Integrated and holistic approach of water resources management is important for sustainability. Since the optimum use of water resources needs taking into account different environmental issues. Accordingly, the use of supportive models in decision making as an effective tool is significantly important. To addressing uncertainty in crop water allocation, several methodologies have been proposed. The most of these models consider rainfall as a stochastic variable affecting soil moisture. Applying a new methodology/model while considering the stochastic variable in nonnormal state and uncertainties for both irrigation depth and soil moisture looks more realistic. In this research, a mathematical model was developed based on Constraint-State equation optimization model and Beta function. The first and the second moments of soil moisture are used as constraints in optimization process. This model uses the soil moisture budget equation for a specific plant (winter wheat) on a weekly basis, considering the root depth, soil moisture, irrigation depth, rainfalls, evapotranspiration, leaching depth, soil physical properties and a stochastic variable. The model was written in MATLAB and was run for winter wheat in Badjgah, south of Iran. The results were compared with the results obtained from a simulation model. Based on the results, the optimum net irrigation depth of winter wheat including the rainfall was 306.2mm. The insignificant difference of simulation and optimization results showed that, the optimization model works properly and is acceptable for optimization of irrigation depth, as its reliability index is 96.86%.

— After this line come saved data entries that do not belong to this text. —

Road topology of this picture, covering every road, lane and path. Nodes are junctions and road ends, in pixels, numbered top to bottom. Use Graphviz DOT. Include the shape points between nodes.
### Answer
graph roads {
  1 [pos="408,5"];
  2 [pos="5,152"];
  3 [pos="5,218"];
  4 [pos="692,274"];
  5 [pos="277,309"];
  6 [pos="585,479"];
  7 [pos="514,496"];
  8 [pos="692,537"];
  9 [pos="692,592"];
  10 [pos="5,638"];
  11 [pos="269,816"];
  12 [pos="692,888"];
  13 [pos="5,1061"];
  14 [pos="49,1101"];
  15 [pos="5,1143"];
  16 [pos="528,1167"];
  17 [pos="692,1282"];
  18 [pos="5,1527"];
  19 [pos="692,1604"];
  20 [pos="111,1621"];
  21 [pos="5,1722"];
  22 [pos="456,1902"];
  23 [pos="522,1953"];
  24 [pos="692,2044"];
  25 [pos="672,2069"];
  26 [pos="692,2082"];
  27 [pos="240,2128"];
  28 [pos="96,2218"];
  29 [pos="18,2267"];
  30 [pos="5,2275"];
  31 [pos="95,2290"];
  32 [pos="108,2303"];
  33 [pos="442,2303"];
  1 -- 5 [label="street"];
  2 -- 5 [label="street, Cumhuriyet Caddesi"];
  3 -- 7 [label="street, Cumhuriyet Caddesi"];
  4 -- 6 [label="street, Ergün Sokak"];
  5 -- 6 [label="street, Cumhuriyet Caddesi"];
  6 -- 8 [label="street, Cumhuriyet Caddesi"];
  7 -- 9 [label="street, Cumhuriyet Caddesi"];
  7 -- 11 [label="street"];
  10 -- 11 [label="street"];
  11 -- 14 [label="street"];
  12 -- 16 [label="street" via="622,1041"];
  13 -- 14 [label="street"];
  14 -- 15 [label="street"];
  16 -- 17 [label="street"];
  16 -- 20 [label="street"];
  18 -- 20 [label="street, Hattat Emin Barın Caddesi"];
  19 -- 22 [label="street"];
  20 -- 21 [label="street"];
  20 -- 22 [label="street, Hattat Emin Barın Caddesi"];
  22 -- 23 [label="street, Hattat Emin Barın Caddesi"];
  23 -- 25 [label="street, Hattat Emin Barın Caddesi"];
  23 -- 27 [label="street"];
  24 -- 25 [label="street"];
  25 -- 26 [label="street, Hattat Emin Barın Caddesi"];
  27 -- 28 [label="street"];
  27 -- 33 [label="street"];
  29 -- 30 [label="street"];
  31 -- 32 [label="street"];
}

机译:水资源综合管理的整体方法对于可持续性很重要。由于水资源的最佳利用需要考虑到不同的环境问题。因此,在决策过程中使用支持模型作为有效工具非常重要。为了解决作物水分配中的不确定性,已经提出了几种方法。这些模型中的大多数将降雨视为影响土壤湿度的随机变量。在考虑非正常状态下的随机变量以及灌溉深度和土壤湿度的不确定性的同时,应用一种新的方法/模型看起来更为现实。在这项研究中,建立了基于约束状态方程优化模型和Beta函数的数学模型。在优化过程中,土壤水分的第一和第二时刻被用作约束。该模型每周使用特定植物(冬小麦)的土壤水分收支方程,其中考虑了根深,土壤水分,灌溉深度,降雨量,蒸散量,淋滤深度,土壤物理性质和随机变量。该模型是用MATLAB编写的,并在伊朗南部的Badjgah用于冬小麦。将结果与从仿真模型获得的结果进行比较。根据结果​​,包括降雨在内的冬小麦的最佳净灌溉深度为306.2mm。模拟和优化结果的不显着差异表明,该优化模型工作可靠,其可靠性指标为96.86%,对于灌溉深度的优化是可以接受的。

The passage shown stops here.